Is your BOV leaking at idle? Put your hand over the discharge port to seal it up, and see if it makes any difference.



BOV is a Greddy Type S - It leaks at idle but from what I read all Greddy Type S's leak like that and its normal ( I could be wrong ) I have not found a way to get it to stop leaking at idle.

Originally Posted by Chriscar

Did you ever do a boost leak test?

C


I did not leak test it with pressure, But I did water leak test all the pipes that I made. It was boosting good im in blow through so I dont think this would affect the idle.

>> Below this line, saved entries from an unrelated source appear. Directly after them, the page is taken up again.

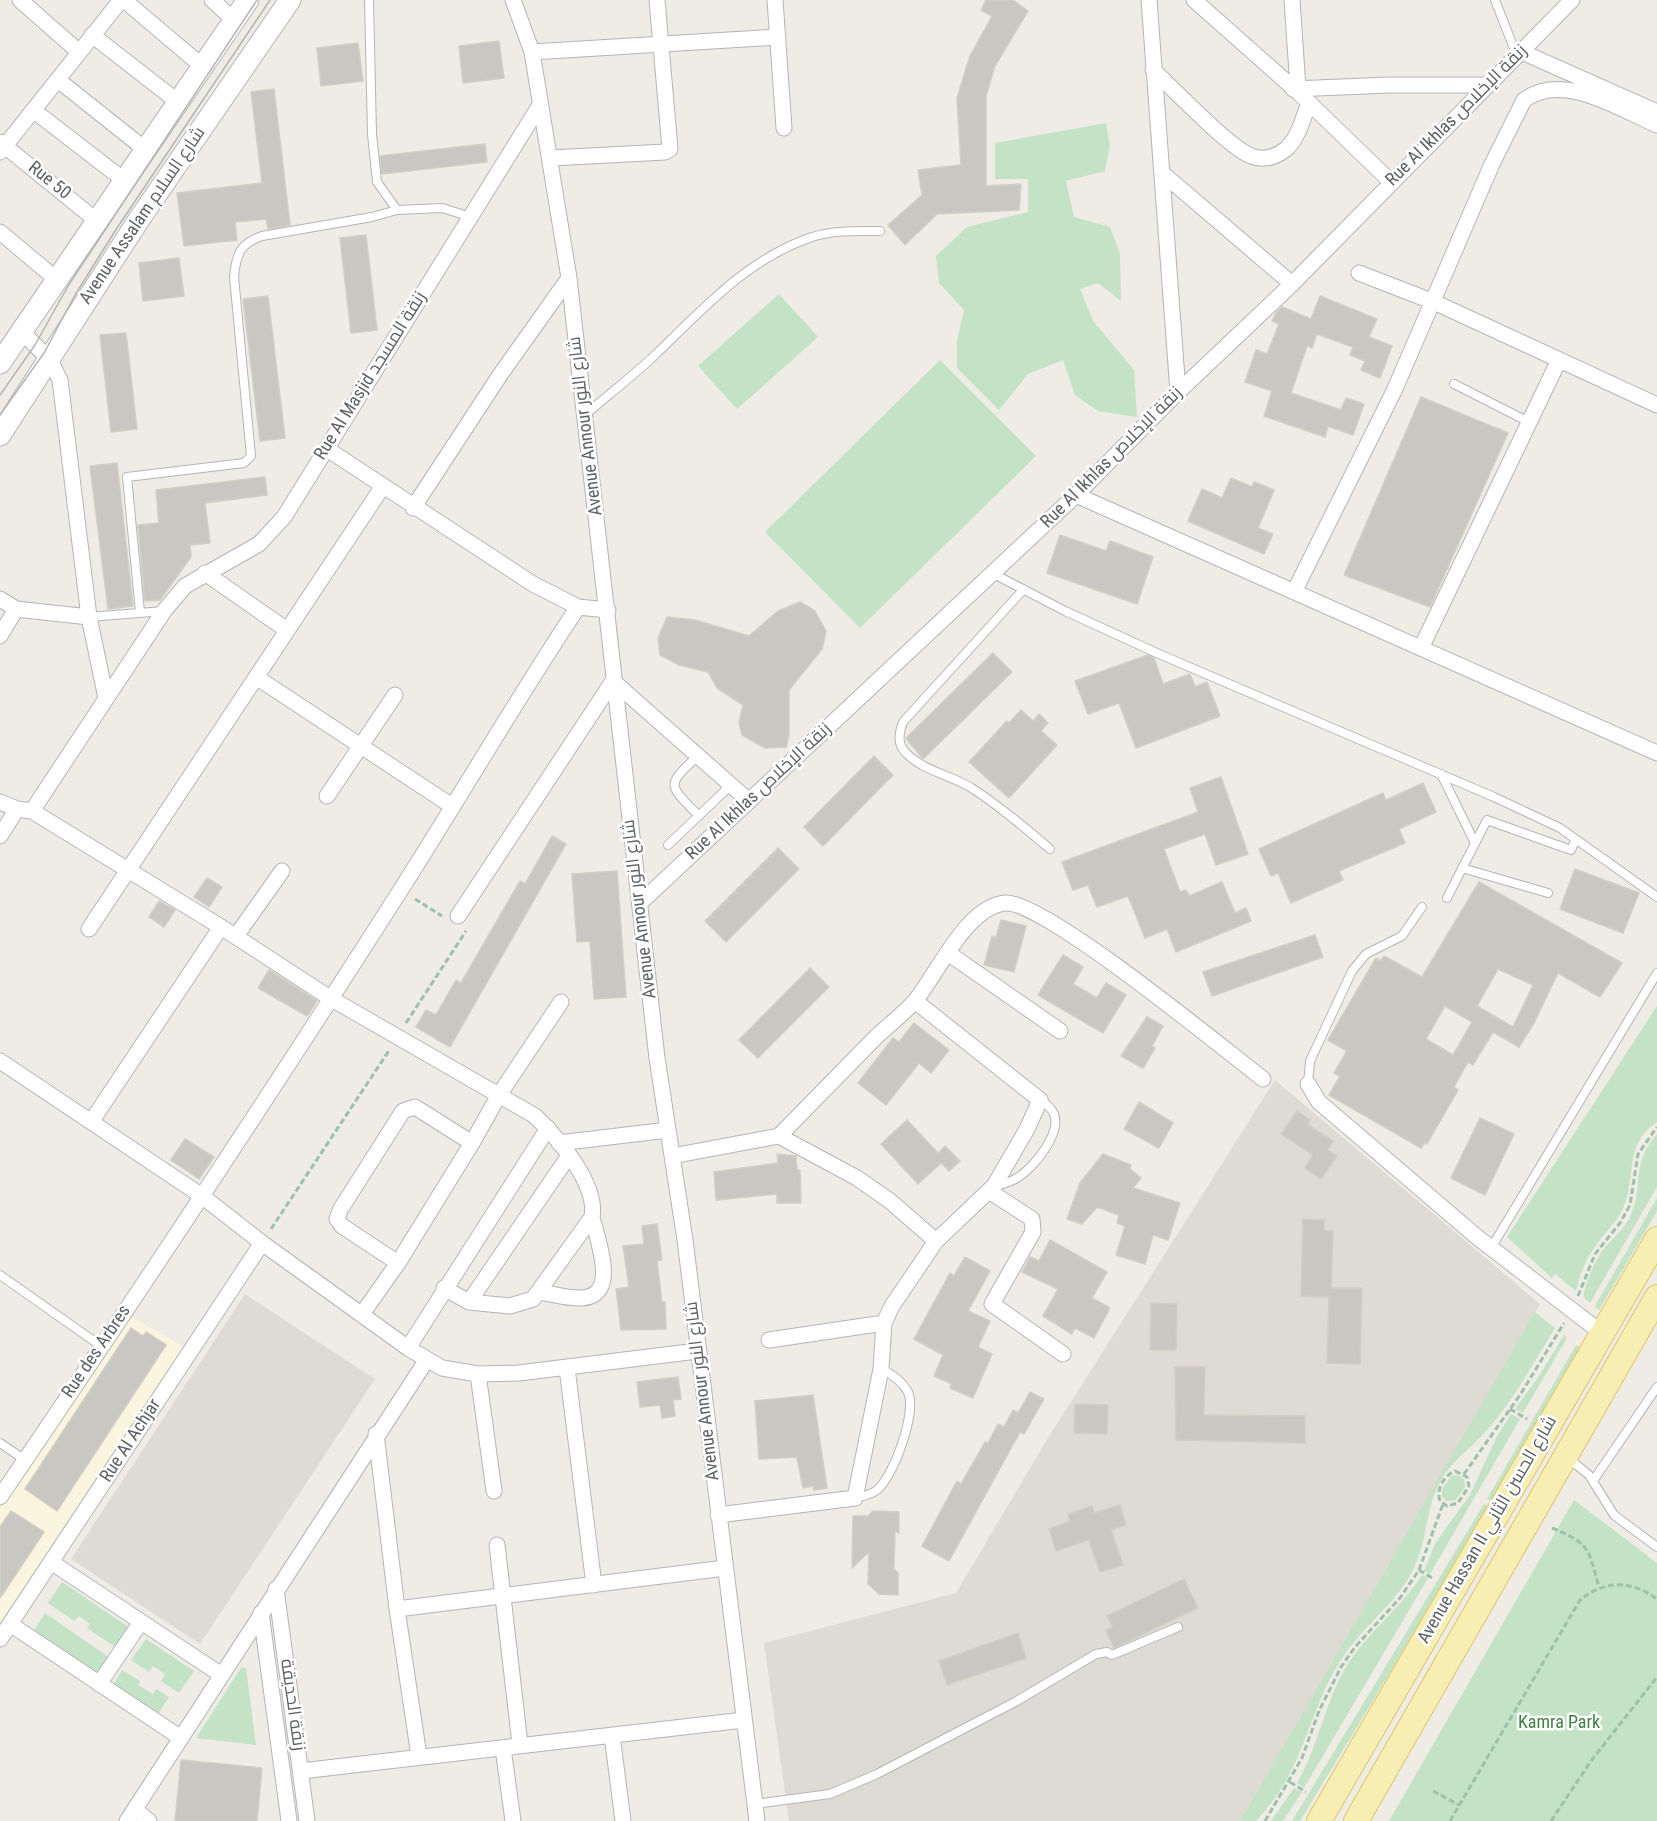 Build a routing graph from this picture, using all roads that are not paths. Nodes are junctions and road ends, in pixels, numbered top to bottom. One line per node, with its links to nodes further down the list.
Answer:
1 (20, 0): 19 (street)
2 (122, 0): 16 (street); 22 (street)
3 (212, 0): 15 (street)
4 (248, 0): 15 (main road, Avenue Assalam شارع السلام)
5 (290, 0): 51 (main road, Avenue Assalam شارع السلام)
6 (369, 0): 40 (lane)
7 (513, 0): 20 (street, Avenue Annour شارع النور)
8 (657, 0): 18 (street)
9 (775, 0): 17 (street)
10 (1149, 0): 23 (street)
11 (1194, 0): 26 (street)
12 (1292, 0): 26 (street)
13 (1495, 0): 21 (lane)
14 (1572, 0): 21 (street, Rue Al Ikhlas زنقة الإخلاص)
15 (234, 20): 22 (main road, Avenue Assalam شارع السلام)
16 (92, 35): 19 (street); 27 (street)
17 (778, 37): 18 (street); 33 (street)
18 (660, 45): 20 (street); 36 (street)
19 (79, 52): 24 (street)
20 (532, 52): 29 (street, Avenue Annour شارع النور)
21 (1520, 54): 25 (street, Rue Al Ikhlas زنقة الإخلاص); 31 (street)
22 (202, 66): 27 (main road, Avenue Assalam شارع السلام)
23 (1154, 70): 28 (street); 37 (street)
24 (58, 80): 30 (street); 35 (street)
25 (1488, 85): 26 (street); 39 (street, Rue Al Ikhlas زنقة الإخلاص)
26 (1296, 88): 28 (street)
27 (178, 102): 35 (main road, Avenue Assalam شارع السلام)
28 (1309, 103): 39 (street)
29 (540, 105): 36 (street, Avenue Annour شارع النور); 41 (street, Rue Al Masjid زنقة المسجد)
30 (33, 110): 34 (street); 38 (street)
31 (1657, 112)
32 (1657, 125): 49 (street)
33 (784, 128)
34 (2, 147): 42 (street, Rue 50)
35 (146, 150): 38 (main road, Avenue Assalam شارع السلام)
36 (551, 158): 46 (street, Avenue Annour شارع النور)
37 (1162, 174): 48 (street); 55 (street)
38 (125, 181): 42 (main road, Avenue Assalam شارع السلام)
39 (1391, 182): 48 (street, Rue Al Ikhlas زنقة الإخلاص)
40 (397, 210): 41 (lane); 73 (lane)
41 (471, 217): 60 (street, Rue Al Masjid زنقة المسجد)
42 (97, 221): 47 (main road, Avenue Assalam شارع السلام)
43 (880, 231): 57 (lane)
44 (0, 232): 47 (street)
45 (1359, 273): 49 (street)
46 (569, 278): 57 (street, Avenue Annour شارع النور); 63 (street)
47 (56, 279): 50 (main road, Avenue Assalam شارع السلام)
48 (1292, 284): 55 (street, Rue Al Ikhlas زنقة الإخلاص)
49 (1434, 302): 52 (street); 67 (street)
50 (21, 331): 51 (street); 53 (main road, Avenue Assalam شارع السلام)
51 (50, 360): 59 (main road, Avenue Assalam شارع السلام); 74 (street)
52 (1559, 360): 56 (street); 58 (street)
53 (0, 363)
54 (1454, 384): 58 (lane)
55 (1178, 392): 62 (street, Rue Al Ikhlas زنقة الإخلاص)
56 (1657, 405)
57 (584, 416): 71 (street, Avenue Annour شارع النور)
58 (1529, 422): 77 (street)
59 (0, 435)
60 (327, 449): 61 (street); 64 (street, Rue Al Masjid زنقة المسجد)
61 (383, 486): 63 (street); 75 (street)
62 (1076, 495): 65 (street, Rue Al Ikhlas زنقة الإخلاص); 67 (street)
63 (413, 508): 69 (street)
64 (205, 573): 72 (street, Rue Al Masjid زنقة المسجد); 75 (street)
65 (992, 573): 66 (lane); 88 (street, Rue Al Ikhlas زنقة الإخلاص)
66 (1023, 590): 85 (lane); 97 (lane)
67 (1294, 592): 77 (street)
68 (0, 599): 70 (street)
69 (578, 607): 71 (street); 90 (street, Rue des Arbres)
70 (16, 609): 74 (street); 76 (street)
71 (608, 610): 79 (street, Avenue Annour شارع النور)
72 (164, 611): 73 (lane); 81 (street, Rue Al Masjid زنقة المسجد)
73 (140, 612): 74 (lane)
74 (89, 617): 81 (street)
75 (287, 630): 78 (street)
76 (0, 636)
77 (1421, 648): 83 (street)
78 (256, 677): 82 (street); 99 (street)
79 (613, 681): 84 (street); 104 (street, Avenue Annour شارع النور); 106 (street)
80 (395, 695): 82 (street)
81 (106, 698): 91 (street, Rue Al Masjid زنقة المسجد)
82 (359, 747): 87 (street); 90 (street)
83 (1657, 753)
84 (699, 755): 86 (street); 92 (lane)
85 (1441, 774): 94 (lane); 95 (lane)
86 (731, 784): 88 (street); 92 (lane)
87 (327, 796)
88 (749, 801): 104 (street, Rue Al Ikhlas زنقة الإخلاص)
89 (0, 802): 91 (street)
90 (452, 806): 112 (street, Rue des Arbres)
91 (24, 810): 93 (street, Rue Al Masjid زنقة المسجد); 99 (street)
92 (699, 816): 96 (lane)
93 (0, 836)
94 (1575, 841): 95 (lane); 102 (lane)
95 (1475, 843): 98 (lane)
96 (668, 845)
97 (1050, 849)
98 (1462, 868): 101 (lane); 103 (lane)
99 (127, 870): 107 (street); 108 (street)
100 (282, 871): 109 (street)
101 (1548, 893)
102 (1657, 897)
103 (1447, 898)
104 (640, 903): 123 (street, Avenue Annour شارع النور)
105 (1422, 907): 118 (lane)
106 (454, 920)
107 (221, 927): 109 (street); 121 (street)
108 (89, 929)
109 (236, 936): 112 (street)
110 (948, 953): 113 (street); 115 (street); 117 (street)
111 (1657, 974): 135 (lane)
112 (330, 998): 119 (street); 130 (street, Rue des Arbres)
113 (915, 1001): 120 (street); 124 (street)
114 (561, 1002): 119 (street)
115 (1060, 1031)
116 (0, 1061): 121 (street)
117 (1263, 1079)
118 (1308, 1084): 135 (street)
119 (499, 1095): 122 (street); 125 (street)
120 (1040, 1100): 129 (street); 129 (lane)
121 (91, 1122): 130 (street)
122 (548, 1128): 126 (street); 138 (street)
123 (668, 1130): 126 (street); 127 (street, Avenue Annour شارع النور)
124 (779, 1136): 127 (street); 133 (street)
125 (472, 1143): 136 (street); 136 (street)
126 (559, 1143): 128 (street)
127 (672, 1156): 148 (street, Avenue Annour شارع النور)
128 (568, 1157): 131 (street); 141 (street)
129 (992, 1189): 133 (street); 149 (street)
130 (198, 1202): 134 (street); 146 (street, Rue des Arbres)
131 (592, 1217): 139 (street); 139 (street)
132 (1657, 1239): 144 (main road, Avenue Hassan II شارع الحسن الثاني)
133 (936, 1241): 143 (street)
134 (262, 1243): 142 (street); 166 (street, Rue Al Achjar)
135 (1491, 1248): 144 (street)
136 (398, 1263): 142 (street)
137 (0, 1275): 146 (lane)
138 (444, 1288): 141 (street); 147 (street)
139 (540, 1292): 141 (street)
140 (1657, 1298): 157 (main road, Avenue Hassan II شارع الحسن الثاني)
141 (469, 1302)
142 (362, 1314): 147 (street)
143 (884, 1323): 145 (street); 152 (street)
144 (1603, 1334): 194 (main road, Avenue Hassan II شارع الحسن الثاني)
145 (770, 1340)
146 (102, 1346): 158 (street, Rue des Arbres)
147 (408, 1348): 150 (street)
148 (697, 1351): 151 (street); 163 (street, Avenue Annour شارع النور)
149 (1063, 1354)
150 (426, 1361): 153 (street); 155 (street)
151 (567, 1368): 153 (street); 168 (street)
152 (880, 1369): 162 (street); 162 (lane)
153 (478, 1374): 160 (street)
154 (1657, 1387): 159 (lane)
155 (376, 1434): 169 (street); 171 (street)
156 (0, 1443): 158 (lane)
157 (1565, 1456): 159 (lane); 195 (main road, Avenue Hassan II شارع الحسن الثاني)
158 (25, 1460): 161 (street, Rue des Arbres)
159 (1593, 1481): 165 (lane)
160 (494, 1491)
161 (0, 1497)
162 (855, 1498): 163 (street)
163 (718, 1515): 167 (street, Avenue Annour شارع النور)
164 (497, 1545): 170 (street)
165 (1657, 1547)
166 (51, 1562): 173 (street); 174 (street, Rue Al Achjar)
167 (725, 1568): 168 (street); 179 (street, Avenue Annour شارع النور)
168 (594, 1585): 170 (street)
169 (276, 1589): 172 (street); 185 (street, زنقة الحديقة)
170 (501, 1596): 171 (street); 182 (street)
171 (397, 1610): 184 (street)
172 (261, 1613): 177 (street); 189 (street, زنقة الحديقة)
173 (141, 1622): 177 (street); 178 (street)
174 (10, 1624): 176 (street, Rue Al Achjar); 178 (street)
175 (1178, 1627): 186 (lane)
176 (0, 1639)
177 (220, 1674): 181 (street)
178 (99, 1684): 181 (street)
179 (744, 1720): 180 (street); 186 (street, Avenue Annour شارع النور)
180 (612, 1735): 182 (street); 192 (street)
181 (181, 1738): 187 (street)
182 (520, 1744): 183 (street)
183 (503, 1748): 184 (street); 191 (street)
184 (419, 1756): 185 (street)
185 (301, 1771): 190 (street, زنقة الحديقة)
186 (755, 1804): 193 (street, Avenue Annour شارع النور)
187 (131, 1816): 188 (street)
188 (149, 1821)
189 (289, 1821)
190 (307, 1821)
191 (513, 1821)
192 (623, 1821)
193 (757, 1821)
194 (1319, 1821)
195 (1356, 1821)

Here you can see MAF / BOV location ( this pic doesn't have the vacuum hose connected as its an old pic )

Last edited by QUiKSR20 on 2011-11-08 at 16-03-57.
2011-11-08 15:57:18
#10
Originally Posted by gomba
Hi Chris,

I wouldn't call that a true test. The 'pinching' that was done in the video couldn't have closed off ALL vacuum to the line. What he needs to do is either take the hose OFF or truly create a 'crease' in the hose.

@Quick: Take the hose and bend it to make a closed 'V' in the hose so that it's completely blocked off. Hopefully my explanation makes sense. Hold it for a minimum of 7 seconds or until the needle stops moving up. Also, your 13-14 AFR may be OK(The 13 maybe..14 still kinda lean) as long as it was below 4000 RPM or so. At the start, the AFR will be a little lean, but it should richen up proper as the car starts sucking in a lot more air. If you are getting 13-14 AFR ratio above 4000RPM at full throttle I wouldn't be boosting the car because that's way too lean.

-G


I will try testing FPR with hose off, But I think the pump is dying and a 255lph pump is enroute.

AFRS were spot on at 12-12.5 on full boost prior to this issue which partially I think is a failing pump.

I wouldnt boost it much with 14AFR trust me ahhah.